WHAT IS EXPECTED: Count the lines below that include the word "Give" and write that number alone.

DATA UNDER STUDY:
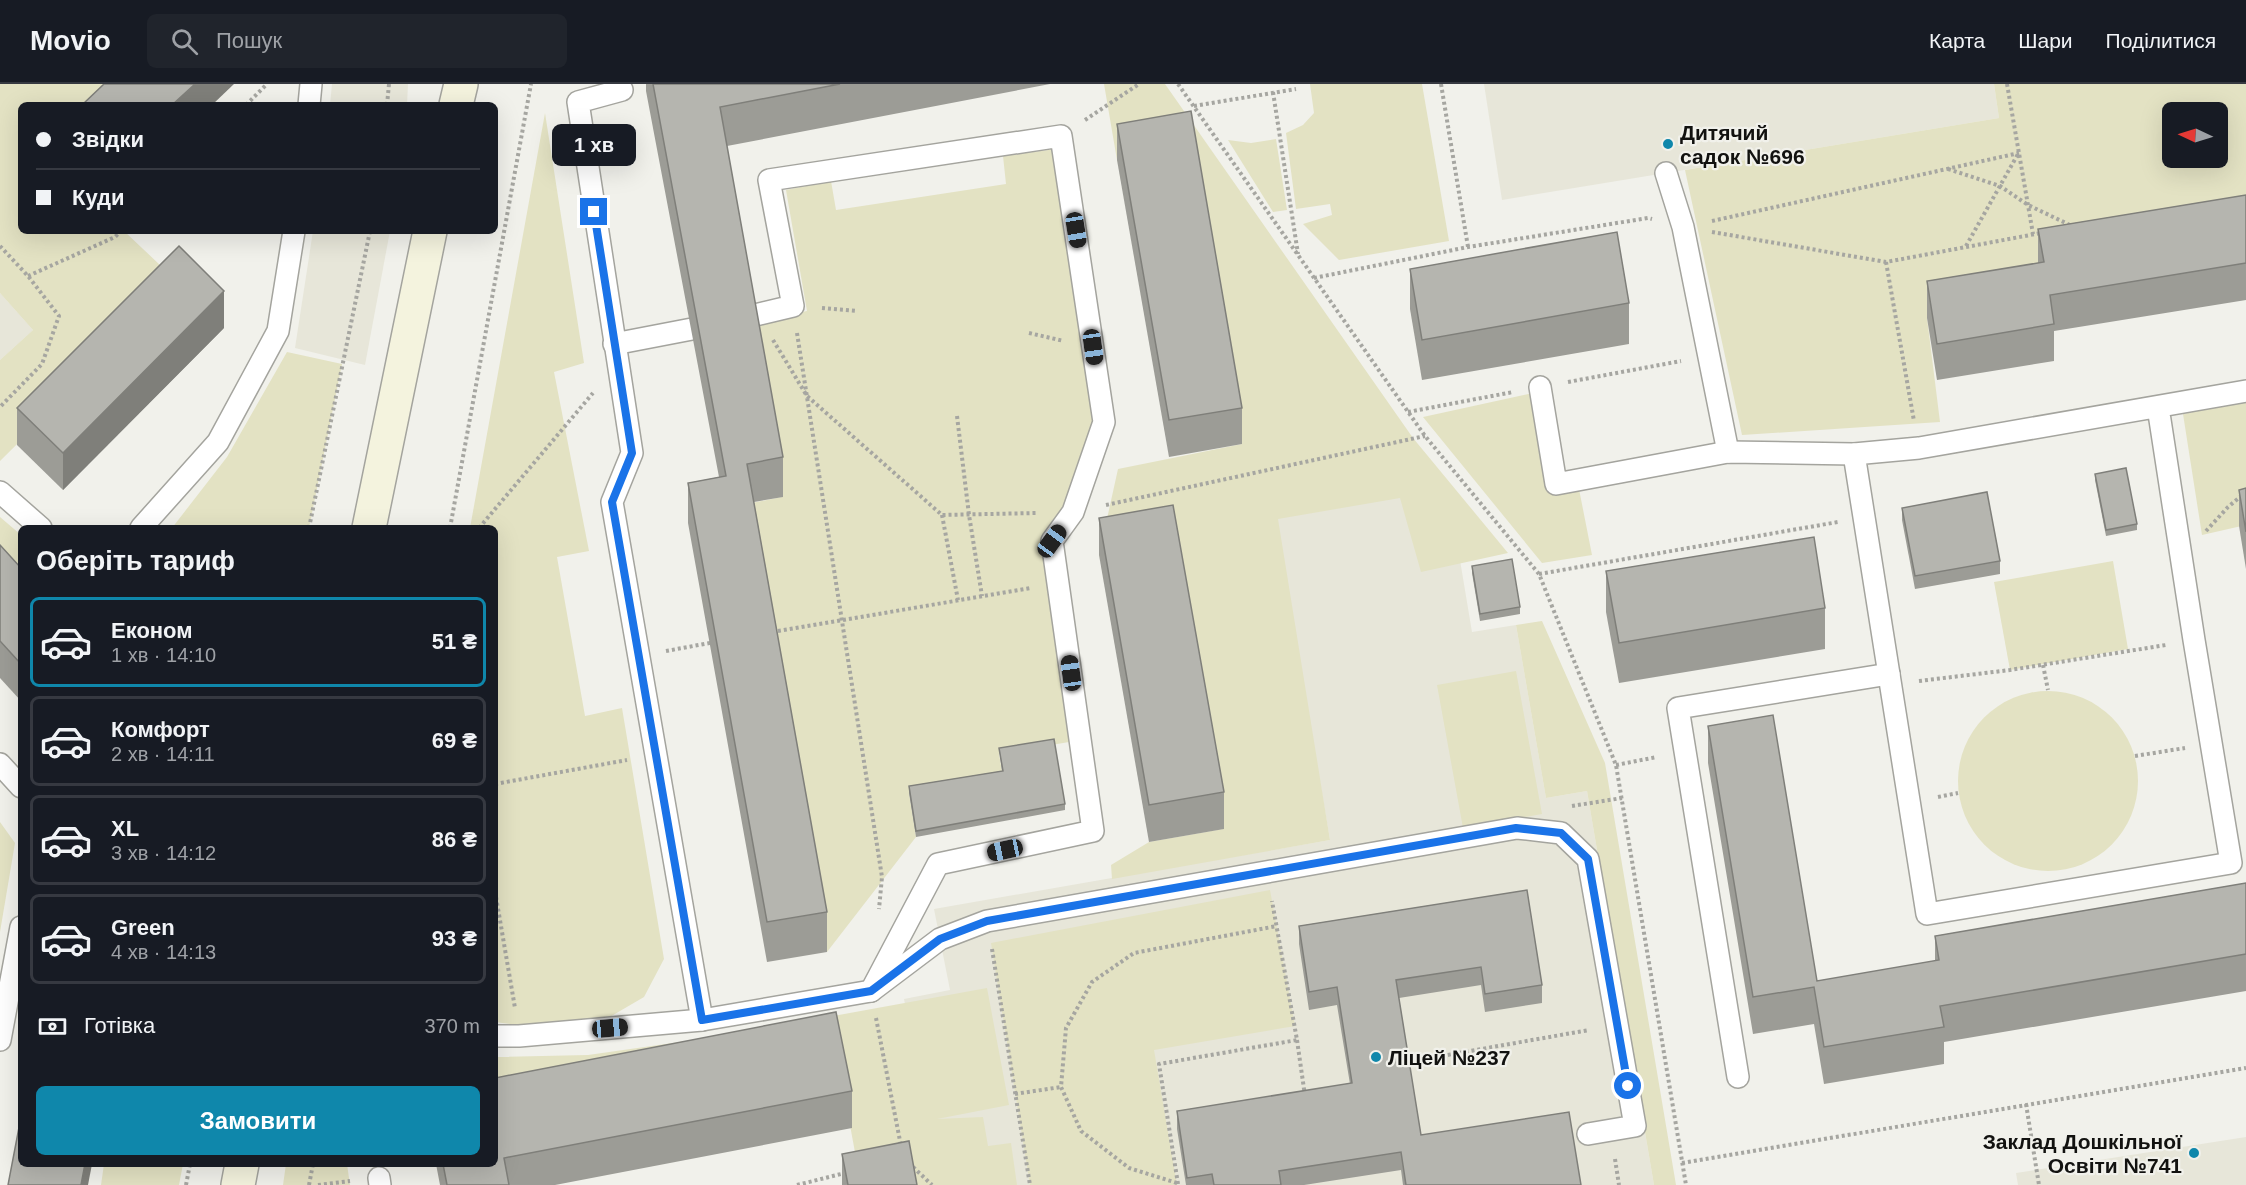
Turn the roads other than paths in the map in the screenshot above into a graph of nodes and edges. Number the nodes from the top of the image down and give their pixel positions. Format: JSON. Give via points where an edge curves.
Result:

...

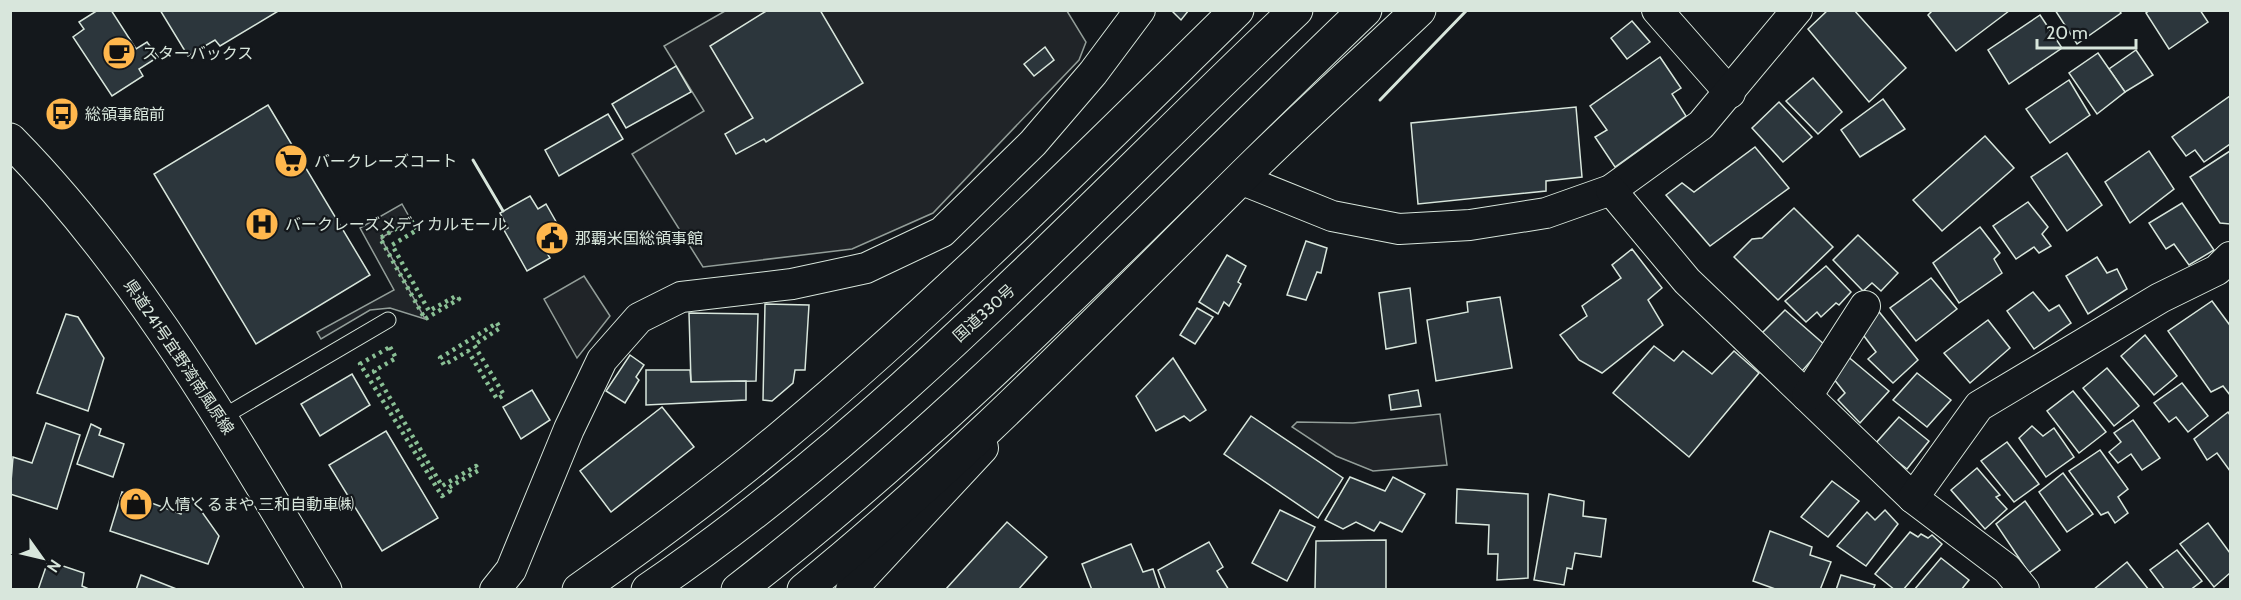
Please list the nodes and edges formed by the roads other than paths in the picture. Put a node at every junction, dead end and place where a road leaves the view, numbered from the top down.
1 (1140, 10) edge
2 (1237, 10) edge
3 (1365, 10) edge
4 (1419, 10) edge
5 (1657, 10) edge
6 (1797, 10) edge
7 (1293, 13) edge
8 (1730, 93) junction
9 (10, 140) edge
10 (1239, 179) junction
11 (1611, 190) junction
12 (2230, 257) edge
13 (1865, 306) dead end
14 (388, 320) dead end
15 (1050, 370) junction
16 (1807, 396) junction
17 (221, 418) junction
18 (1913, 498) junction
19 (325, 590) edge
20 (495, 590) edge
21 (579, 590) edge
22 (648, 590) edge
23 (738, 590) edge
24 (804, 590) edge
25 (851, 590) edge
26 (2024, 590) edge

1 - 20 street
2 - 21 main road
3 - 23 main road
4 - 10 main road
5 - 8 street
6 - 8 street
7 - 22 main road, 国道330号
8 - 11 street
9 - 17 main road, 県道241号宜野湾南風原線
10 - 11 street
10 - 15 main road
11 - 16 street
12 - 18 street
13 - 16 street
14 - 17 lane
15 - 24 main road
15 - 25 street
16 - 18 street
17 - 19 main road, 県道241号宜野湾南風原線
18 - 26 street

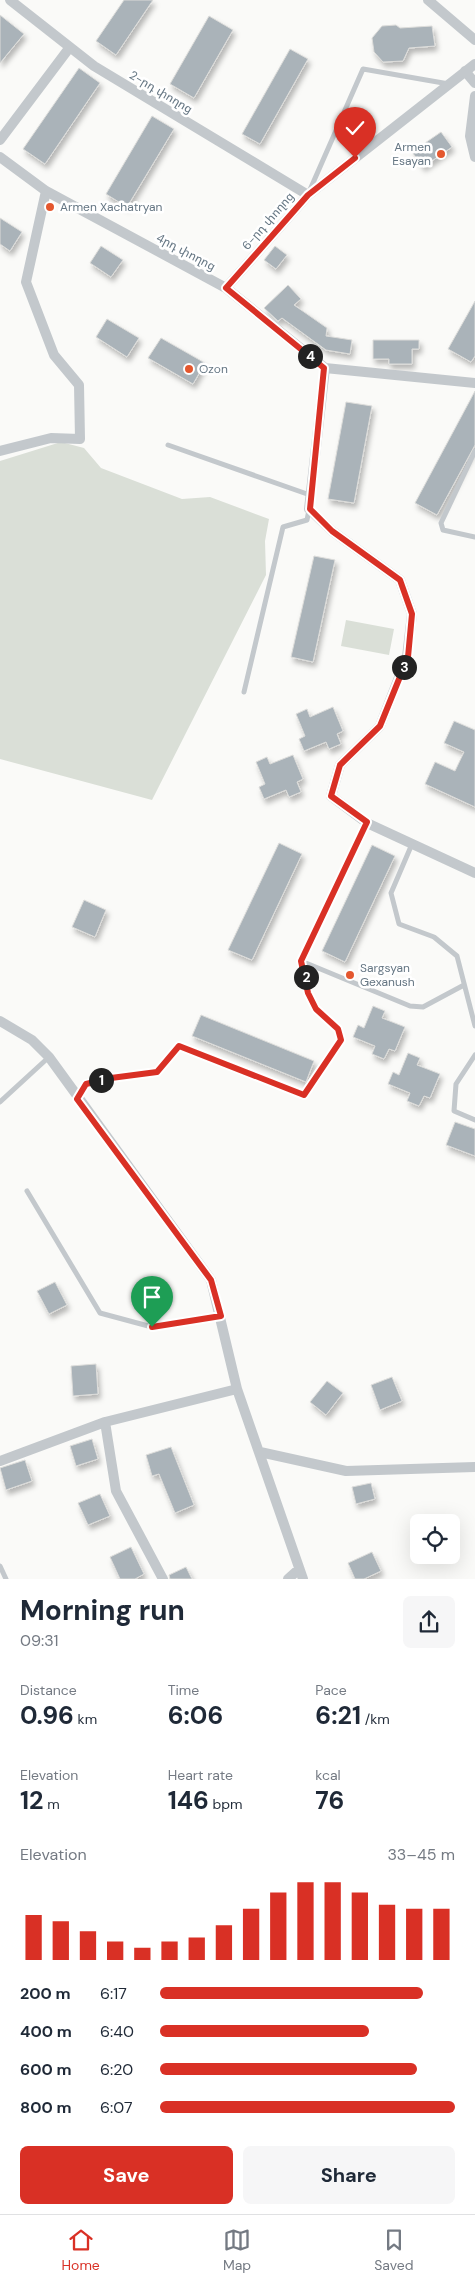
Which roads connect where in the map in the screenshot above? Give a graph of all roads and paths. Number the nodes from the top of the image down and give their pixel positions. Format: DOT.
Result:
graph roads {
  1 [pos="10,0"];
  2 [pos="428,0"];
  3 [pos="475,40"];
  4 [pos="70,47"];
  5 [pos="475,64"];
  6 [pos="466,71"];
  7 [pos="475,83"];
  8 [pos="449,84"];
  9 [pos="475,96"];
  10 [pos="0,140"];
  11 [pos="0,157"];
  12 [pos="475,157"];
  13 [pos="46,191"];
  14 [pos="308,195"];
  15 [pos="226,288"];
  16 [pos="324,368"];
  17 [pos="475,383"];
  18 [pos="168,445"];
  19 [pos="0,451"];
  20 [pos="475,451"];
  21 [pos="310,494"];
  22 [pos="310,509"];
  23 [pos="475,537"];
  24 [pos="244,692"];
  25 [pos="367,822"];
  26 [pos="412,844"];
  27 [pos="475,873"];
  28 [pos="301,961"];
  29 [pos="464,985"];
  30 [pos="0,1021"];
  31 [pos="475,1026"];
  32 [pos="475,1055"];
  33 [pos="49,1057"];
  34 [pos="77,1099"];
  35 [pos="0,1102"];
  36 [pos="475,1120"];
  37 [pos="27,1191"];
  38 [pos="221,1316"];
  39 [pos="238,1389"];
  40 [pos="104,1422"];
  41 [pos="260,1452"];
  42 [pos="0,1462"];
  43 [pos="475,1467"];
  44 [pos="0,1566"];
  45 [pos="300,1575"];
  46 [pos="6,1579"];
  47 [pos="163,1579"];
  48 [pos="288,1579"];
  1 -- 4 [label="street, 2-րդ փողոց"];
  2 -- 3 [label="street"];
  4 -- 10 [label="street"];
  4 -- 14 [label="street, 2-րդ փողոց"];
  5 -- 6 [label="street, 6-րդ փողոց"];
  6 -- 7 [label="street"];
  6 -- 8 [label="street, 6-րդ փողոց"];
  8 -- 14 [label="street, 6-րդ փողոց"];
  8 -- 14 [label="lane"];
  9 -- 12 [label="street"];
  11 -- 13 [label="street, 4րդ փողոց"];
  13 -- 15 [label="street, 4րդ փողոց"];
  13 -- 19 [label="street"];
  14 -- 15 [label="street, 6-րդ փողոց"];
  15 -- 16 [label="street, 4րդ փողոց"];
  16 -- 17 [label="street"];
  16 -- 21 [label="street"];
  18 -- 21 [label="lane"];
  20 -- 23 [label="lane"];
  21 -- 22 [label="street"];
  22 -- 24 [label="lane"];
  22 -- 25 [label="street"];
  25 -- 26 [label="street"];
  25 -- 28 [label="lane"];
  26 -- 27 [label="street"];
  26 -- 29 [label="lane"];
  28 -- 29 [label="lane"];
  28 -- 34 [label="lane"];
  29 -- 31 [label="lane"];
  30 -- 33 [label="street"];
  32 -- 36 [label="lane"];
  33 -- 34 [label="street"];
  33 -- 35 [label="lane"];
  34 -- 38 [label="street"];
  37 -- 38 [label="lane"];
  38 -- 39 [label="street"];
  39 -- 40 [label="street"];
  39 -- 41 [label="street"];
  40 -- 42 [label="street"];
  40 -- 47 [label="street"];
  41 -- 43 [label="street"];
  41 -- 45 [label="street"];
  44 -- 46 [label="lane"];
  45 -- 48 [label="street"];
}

* * *

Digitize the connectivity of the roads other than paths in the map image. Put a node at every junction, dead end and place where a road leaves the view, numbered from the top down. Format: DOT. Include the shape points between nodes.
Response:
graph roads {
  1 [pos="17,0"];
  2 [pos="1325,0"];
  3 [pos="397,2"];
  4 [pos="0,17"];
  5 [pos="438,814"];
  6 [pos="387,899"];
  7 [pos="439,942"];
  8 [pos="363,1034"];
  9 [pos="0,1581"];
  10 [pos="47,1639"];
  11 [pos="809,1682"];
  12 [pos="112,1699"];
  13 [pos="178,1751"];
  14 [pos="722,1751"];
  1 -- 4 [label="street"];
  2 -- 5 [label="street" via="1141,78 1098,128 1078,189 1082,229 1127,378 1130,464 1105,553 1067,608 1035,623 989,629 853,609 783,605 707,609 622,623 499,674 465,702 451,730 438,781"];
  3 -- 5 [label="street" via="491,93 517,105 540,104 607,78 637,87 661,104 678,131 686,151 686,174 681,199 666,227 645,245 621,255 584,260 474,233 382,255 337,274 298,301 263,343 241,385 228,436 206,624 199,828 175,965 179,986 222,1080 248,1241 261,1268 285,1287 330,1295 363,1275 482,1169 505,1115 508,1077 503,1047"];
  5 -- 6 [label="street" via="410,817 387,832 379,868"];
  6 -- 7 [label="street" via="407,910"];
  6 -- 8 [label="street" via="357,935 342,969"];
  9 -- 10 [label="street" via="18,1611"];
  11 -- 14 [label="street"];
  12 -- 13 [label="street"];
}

WRITTEN RESPONSE: 2